*** Opening of Given entries ***

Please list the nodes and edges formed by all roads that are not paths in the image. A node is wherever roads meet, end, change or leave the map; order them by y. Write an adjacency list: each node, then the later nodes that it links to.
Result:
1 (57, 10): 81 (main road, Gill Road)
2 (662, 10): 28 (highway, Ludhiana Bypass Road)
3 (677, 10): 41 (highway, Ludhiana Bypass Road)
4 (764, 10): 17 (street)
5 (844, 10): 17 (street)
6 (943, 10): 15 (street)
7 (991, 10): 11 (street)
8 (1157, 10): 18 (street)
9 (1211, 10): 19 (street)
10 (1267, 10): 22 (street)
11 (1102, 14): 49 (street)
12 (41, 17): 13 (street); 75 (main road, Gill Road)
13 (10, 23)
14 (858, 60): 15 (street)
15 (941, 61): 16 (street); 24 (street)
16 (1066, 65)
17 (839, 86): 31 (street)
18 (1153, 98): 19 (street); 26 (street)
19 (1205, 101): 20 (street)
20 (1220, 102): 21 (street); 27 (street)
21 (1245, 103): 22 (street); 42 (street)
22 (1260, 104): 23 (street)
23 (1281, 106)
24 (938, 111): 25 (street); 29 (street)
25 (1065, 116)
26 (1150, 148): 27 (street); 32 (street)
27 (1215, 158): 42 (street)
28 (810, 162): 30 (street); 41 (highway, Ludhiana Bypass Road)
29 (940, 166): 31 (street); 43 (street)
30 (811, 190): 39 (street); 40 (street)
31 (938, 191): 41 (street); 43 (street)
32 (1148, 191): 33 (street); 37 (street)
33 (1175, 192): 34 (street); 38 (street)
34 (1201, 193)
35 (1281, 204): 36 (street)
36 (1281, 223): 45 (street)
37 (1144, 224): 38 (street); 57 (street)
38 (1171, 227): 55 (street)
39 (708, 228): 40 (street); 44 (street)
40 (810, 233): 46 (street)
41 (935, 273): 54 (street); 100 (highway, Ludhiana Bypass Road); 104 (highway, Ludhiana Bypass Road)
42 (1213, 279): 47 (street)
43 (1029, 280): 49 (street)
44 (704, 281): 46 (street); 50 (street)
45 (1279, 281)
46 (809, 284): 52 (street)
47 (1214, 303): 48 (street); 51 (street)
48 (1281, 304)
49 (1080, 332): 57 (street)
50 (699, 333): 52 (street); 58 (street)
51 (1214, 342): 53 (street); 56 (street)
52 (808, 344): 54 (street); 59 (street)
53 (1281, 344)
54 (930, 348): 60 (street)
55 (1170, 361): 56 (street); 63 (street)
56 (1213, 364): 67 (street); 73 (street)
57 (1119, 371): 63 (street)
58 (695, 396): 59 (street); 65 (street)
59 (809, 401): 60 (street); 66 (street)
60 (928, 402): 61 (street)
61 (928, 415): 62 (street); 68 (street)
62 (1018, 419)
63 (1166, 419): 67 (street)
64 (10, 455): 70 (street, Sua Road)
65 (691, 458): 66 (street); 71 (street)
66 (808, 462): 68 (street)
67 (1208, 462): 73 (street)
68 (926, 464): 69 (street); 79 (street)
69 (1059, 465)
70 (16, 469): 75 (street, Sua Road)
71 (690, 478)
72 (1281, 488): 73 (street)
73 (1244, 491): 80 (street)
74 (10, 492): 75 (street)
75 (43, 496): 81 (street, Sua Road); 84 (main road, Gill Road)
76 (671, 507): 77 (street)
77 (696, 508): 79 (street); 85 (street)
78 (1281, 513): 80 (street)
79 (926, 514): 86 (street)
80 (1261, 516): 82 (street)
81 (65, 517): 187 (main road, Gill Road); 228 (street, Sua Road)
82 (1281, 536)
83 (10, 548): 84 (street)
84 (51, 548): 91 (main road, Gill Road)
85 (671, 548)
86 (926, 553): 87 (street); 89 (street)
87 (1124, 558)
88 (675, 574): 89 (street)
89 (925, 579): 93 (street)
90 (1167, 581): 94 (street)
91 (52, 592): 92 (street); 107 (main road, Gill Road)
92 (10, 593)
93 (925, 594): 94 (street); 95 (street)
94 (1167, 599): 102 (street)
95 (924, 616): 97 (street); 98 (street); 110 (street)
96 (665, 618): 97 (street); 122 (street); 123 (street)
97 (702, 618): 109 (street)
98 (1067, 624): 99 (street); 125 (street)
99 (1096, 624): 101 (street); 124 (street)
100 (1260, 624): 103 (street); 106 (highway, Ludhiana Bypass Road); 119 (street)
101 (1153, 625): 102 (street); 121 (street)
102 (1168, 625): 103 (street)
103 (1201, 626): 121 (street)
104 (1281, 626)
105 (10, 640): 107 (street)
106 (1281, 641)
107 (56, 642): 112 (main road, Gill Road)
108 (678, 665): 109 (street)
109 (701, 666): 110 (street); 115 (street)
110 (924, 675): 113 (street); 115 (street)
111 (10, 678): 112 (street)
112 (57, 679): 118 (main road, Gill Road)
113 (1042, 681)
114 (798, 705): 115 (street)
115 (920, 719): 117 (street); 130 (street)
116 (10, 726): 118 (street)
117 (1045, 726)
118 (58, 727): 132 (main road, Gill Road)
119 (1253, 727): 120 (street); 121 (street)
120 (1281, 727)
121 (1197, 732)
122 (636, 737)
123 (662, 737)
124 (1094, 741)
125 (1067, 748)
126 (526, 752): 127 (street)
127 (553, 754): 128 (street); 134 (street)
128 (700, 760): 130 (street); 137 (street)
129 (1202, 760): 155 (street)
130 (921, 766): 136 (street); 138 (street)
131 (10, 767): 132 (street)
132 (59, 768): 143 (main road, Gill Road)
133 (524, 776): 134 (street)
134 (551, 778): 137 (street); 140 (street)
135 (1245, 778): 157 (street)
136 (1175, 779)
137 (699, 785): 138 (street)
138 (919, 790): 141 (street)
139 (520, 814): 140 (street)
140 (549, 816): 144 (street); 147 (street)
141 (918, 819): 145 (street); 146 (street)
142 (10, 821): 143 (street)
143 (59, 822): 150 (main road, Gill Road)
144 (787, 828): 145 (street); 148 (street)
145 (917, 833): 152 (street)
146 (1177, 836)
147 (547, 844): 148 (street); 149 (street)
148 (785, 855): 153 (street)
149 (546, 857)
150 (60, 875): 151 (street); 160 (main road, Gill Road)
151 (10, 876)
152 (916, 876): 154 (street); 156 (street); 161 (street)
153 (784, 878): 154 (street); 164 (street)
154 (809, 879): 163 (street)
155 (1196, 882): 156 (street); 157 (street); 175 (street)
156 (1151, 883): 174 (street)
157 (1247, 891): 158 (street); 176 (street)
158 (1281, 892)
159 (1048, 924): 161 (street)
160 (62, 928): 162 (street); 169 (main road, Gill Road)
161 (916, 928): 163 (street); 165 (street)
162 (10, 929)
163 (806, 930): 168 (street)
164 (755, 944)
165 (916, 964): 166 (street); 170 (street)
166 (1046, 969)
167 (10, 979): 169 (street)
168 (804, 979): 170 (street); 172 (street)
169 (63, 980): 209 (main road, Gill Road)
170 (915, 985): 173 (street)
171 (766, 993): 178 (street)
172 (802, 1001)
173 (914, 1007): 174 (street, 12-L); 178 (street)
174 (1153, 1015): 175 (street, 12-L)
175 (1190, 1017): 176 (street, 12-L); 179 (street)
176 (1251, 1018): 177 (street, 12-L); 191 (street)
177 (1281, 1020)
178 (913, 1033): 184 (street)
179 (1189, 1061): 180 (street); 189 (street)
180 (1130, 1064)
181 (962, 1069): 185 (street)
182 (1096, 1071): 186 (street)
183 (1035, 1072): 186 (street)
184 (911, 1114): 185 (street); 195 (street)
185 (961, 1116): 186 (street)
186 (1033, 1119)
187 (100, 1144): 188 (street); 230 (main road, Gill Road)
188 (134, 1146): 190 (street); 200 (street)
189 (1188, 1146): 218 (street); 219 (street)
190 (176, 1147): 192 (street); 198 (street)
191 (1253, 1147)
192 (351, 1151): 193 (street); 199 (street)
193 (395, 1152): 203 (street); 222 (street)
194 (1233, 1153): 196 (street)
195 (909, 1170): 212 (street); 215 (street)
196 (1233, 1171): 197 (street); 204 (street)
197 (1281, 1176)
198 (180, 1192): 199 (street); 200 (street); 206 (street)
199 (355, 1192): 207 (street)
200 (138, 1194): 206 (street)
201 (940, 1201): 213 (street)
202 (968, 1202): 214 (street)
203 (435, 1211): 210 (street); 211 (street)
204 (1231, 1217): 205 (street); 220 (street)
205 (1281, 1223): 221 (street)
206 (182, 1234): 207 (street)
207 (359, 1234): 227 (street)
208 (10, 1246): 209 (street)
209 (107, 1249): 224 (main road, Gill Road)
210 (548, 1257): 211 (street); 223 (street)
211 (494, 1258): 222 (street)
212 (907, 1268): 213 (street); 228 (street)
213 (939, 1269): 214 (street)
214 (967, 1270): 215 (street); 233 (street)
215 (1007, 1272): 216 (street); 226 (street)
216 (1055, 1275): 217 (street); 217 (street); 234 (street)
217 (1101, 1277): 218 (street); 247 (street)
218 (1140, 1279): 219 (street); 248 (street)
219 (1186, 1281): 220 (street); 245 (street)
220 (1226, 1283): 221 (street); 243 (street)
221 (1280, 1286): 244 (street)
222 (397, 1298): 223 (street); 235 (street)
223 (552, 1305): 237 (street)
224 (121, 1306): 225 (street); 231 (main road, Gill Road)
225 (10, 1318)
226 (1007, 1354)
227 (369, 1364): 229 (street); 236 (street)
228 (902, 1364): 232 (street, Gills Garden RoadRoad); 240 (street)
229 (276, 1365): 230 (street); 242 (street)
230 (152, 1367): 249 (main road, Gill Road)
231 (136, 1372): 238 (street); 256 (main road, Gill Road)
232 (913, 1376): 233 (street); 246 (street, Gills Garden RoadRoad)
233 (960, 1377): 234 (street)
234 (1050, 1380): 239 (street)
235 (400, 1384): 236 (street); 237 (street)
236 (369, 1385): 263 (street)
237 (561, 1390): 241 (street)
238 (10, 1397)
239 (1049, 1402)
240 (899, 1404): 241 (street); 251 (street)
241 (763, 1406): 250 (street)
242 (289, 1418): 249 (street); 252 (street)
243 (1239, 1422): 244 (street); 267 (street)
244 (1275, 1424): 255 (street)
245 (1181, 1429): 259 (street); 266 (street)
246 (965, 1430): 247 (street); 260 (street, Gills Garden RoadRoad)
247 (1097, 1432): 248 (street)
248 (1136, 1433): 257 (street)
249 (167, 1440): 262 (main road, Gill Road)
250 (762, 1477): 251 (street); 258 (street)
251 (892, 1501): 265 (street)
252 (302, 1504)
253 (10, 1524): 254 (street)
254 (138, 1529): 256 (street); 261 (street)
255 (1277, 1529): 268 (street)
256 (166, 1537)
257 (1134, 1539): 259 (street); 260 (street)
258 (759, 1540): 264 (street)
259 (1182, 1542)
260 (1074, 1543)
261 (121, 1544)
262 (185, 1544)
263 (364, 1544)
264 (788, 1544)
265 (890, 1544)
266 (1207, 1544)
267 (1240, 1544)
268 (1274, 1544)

*** Close of Given entries ***

Task directions
Go through the records and pull out each line that includes the word "Bypass".

Exercise response
2 (662, 10): 28 (highway, Ludhiana Bypass Road)
3 (677, 10): 41 (highway, Ludhiana Bypass Road)
28 (810, 162): 30 (street); 41 (highway, Ludhiana Bypass Road)
41 (935, 273): 54 (street); 100 (highway, Ludhiana Bypass Road); 104 (highway, Ludhiana Bypass Road)
100 (1260, 624): 103 (street); 106 (highway, Ludhiana Bypass Road); 119 (street)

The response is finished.